<<<<

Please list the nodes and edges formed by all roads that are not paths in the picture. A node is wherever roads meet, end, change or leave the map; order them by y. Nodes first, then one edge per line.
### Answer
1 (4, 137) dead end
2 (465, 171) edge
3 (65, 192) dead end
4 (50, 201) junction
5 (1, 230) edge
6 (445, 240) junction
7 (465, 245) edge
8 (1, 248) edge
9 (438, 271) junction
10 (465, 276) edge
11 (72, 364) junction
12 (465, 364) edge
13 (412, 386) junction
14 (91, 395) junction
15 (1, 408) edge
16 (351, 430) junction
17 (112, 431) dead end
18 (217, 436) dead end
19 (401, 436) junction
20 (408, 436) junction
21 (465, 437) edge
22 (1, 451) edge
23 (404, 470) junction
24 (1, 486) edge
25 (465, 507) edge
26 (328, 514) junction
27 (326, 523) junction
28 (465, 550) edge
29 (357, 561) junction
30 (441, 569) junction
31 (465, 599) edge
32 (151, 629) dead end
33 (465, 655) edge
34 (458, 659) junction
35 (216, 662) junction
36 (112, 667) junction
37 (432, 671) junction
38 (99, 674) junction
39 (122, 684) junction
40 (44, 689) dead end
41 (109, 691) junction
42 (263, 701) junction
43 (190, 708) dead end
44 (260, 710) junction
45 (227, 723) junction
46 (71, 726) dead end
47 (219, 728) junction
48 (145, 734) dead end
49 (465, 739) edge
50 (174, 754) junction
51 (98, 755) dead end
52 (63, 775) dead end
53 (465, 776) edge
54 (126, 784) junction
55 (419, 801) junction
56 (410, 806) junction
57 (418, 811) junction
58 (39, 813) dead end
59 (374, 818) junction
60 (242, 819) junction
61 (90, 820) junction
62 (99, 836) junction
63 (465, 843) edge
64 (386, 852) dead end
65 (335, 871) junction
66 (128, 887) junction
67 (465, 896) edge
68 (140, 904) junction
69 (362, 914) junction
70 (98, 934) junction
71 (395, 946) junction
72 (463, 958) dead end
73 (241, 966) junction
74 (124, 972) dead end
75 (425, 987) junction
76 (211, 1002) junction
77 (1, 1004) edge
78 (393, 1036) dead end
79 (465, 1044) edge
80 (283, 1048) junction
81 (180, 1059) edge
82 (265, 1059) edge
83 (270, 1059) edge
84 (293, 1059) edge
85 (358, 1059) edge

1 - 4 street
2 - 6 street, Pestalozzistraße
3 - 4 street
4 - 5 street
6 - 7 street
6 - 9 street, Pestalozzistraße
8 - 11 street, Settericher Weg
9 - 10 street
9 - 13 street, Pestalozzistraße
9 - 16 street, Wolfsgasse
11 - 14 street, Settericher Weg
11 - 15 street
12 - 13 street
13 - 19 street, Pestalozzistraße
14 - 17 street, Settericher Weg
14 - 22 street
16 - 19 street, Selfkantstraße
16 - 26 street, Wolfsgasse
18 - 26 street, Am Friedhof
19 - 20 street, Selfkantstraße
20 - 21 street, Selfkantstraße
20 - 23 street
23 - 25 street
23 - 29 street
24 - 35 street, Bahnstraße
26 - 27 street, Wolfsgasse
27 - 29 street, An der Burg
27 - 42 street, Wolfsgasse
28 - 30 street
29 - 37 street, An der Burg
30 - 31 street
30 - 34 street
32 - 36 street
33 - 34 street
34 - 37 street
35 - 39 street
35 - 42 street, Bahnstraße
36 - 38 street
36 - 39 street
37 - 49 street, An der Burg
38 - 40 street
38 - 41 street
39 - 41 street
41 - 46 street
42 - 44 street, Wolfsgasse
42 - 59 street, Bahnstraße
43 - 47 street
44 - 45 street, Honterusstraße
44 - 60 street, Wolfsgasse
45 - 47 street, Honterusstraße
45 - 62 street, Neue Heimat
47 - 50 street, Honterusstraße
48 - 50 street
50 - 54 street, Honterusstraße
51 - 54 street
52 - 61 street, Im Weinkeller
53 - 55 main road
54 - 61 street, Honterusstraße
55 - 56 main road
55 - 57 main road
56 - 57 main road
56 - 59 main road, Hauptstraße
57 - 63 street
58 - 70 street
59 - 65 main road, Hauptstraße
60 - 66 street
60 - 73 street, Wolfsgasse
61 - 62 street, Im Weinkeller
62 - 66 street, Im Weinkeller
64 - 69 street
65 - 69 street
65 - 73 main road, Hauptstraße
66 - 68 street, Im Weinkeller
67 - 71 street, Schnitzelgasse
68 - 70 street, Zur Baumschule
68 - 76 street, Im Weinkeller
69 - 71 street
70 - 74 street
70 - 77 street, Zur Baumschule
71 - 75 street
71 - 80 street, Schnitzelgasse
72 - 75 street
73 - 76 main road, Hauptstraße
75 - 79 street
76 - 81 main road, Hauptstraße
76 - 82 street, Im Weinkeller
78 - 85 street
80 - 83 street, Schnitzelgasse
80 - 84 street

>>>>

Your instructions = Copy out all of the data exactly, leaving nothing out.

Task answer =
Please list the nodes and edges formed by all roads that are not paths in the picture. A node is wherever roads meet, end, change or leave the map; order them by y. Nodes first, then one edge per line.
### Answer
1 (4, 137) dead end
2 (465, 171) edge
3 (65, 192) dead end
4 (50, 201) junction
5 (1, 230) edge
6 (445, 240) junction
7 (465, 245) edge
8 (1, 248) edge
9 (438, 271) junction
10 (465, 276) edge
11 (72, 364) junction
12 (465, 364) edge
13 (412, 386) junction
14 (91, 395) junction
15 (1, 408) edge
16 (351, 430) junction
17 (112, 431) dead end
18 (217, 436) dead end
19 (401, 436) junction
20 (408, 436) junction
21 (465, 437) edge
22 (1, 451) edge
23 (404, 470) junction
24 (1, 486) edge
25 (465, 507) edge
26 (328, 514) junction
27 (326, 523) junction
28 (465, 550) edge
29 (357, 561) junction
30 (441, 569) junction
31 (465, 599) edge
32 (151, 629) dead end
33 (465, 655) edge
34 (458, 659) junction
35 (216, 662) junction
36 (112, 667) junction
37 (432, 671) junction
38 (99, 674) junction
39 (122, 684) junction
40 (44, 689) dead end
41 (109, 691) junction
42 (263, 701) junction
43 (190, 708) dead end
44 (260, 710) junction
45 (227, 723) junction
46 (71, 726) dead end
47 (219, 728) junction
48 (145, 734) dead end
49 (465, 739) edge
50 (174, 754) junction
51 (98, 755) dead end
52 (63, 775) dead end
53 (465, 776) edge
54 (126, 784) junction
55 (419, 801) junction
56 (410, 806) junction
57 (418, 811) junction
58 (39, 813) dead end
59 (374, 818) junction
60 (242, 819) junction
61 (90, 820) junction
62 (99, 836) junction
63 (465, 843) edge
64 (386, 852) dead end
65 (335, 871) junction
66 (128, 887) junction
67 (465, 896) edge
68 (140, 904) junction
69 (362, 914) junction
70 (98, 934) junction
71 (395, 946) junction
72 (463, 958) dead end
73 (241, 966) junction
74 (124, 972) dead end
75 (425, 987) junction
76 (211, 1002) junction
77 (1, 1004) edge
78 (393, 1036) dead end
79 (465, 1044) edge
80 (283, 1048) junction
81 (180, 1059) edge
82 (265, 1059) edge
83 (270, 1059) edge
84 (293, 1059) edge
85 (358, 1059) edge

1 - 4 street
2 - 6 street, Pestalozzistraße
3 - 4 street
4 - 5 street
6 - 7 street
6 - 9 street, Pestalozzistraße
8 - 11 street, Settericher Weg
9 - 10 street
9 - 13 street, Pestalozzistraße
9 - 16 street, Wolfsgasse
11 - 14 street, Settericher Weg
11 - 15 street
12 - 13 street
13 - 19 street, Pestalozzistraße
14 - 17 street, Settericher Weg
14 - 22 street
16 - 19 street, Selfkantstraße
16 - 26 street, Wolfsgasse
18 - 26 street, Am Friedhof
19 - 20 street, Selfkantstraße
20 - 21 street, Selfkantstraße
20 - 23 street
23 - 25 street
23 - 29 street
24 - 35 street, Bahnstraße
26 - 27 street, Wolfsgasse
27 - 29 street, An der Burg
27 - 42 street, Wolfsgasse
28 - 30 street
29 - 37 street, An der Burg
30 - 31 street
30 - 34 street
32 - 36 street
33 - 34 street
34 - 37 street
35 - 39 street
35 - 42 street, Bahnstraße
36 - 38 street
36 - 39 street
37 - 49 street, An der Burg
38 - 40 street
38 - 41 street
39 - 41 street
41 - 46 street
42 - 44 street, Wolfsgasse
42 - 59 street, Bahnstraße
43 - 47 street
44 - 45 street, Honterusstraße
44 - 60 street, Wolfsgasse
45 - 47 street, Honterusstraße
45 - 62 street, Neue Heimat
47 - 50 street, Honterusstraße
48 - 50 street
50 - 54 street, Honterusstraße
51 - 54 street
52 - 61 street, Im Weinkeller
53 - 55 main road
54 - 61 street, Honterusstraße
55 - 56 main road
55 - 57 main road
56 - 57 main road
56 - 59 main road, Hauptstraße
57 - 63 street
58 - 70 street
59 - 65 main road, Hauptstraße
60 - 66 street
60 - 73 street, Wolfsgasse
61 - 62 street, Im Weinkeller
62 - 66 street, Im Weinkeller
64 - 69 street
65 - 69 street
65 - 73 main road, Hauptstraße
66 - 68 street, Im Weinkeller
67 - 71 street, Schnitzelgasse
68 - 70 street, Zur Baumschule
68 - 76 street, Im Weinkeller
69 - 71 street
70 - 74 street
70 - 77 street, Zur Baumschule
71 - 75 street
71 - 80 street, Schnitzelgasse
72 - 75 street
73 - 76 main road, Hauptstraße
75 - 79 street
76 - 81 main road, Hauptstraße
76 - 82 street, Im Weinkeller
78 - 85 street
80 - 83 street, Schnitzelgasse
80 - 84 street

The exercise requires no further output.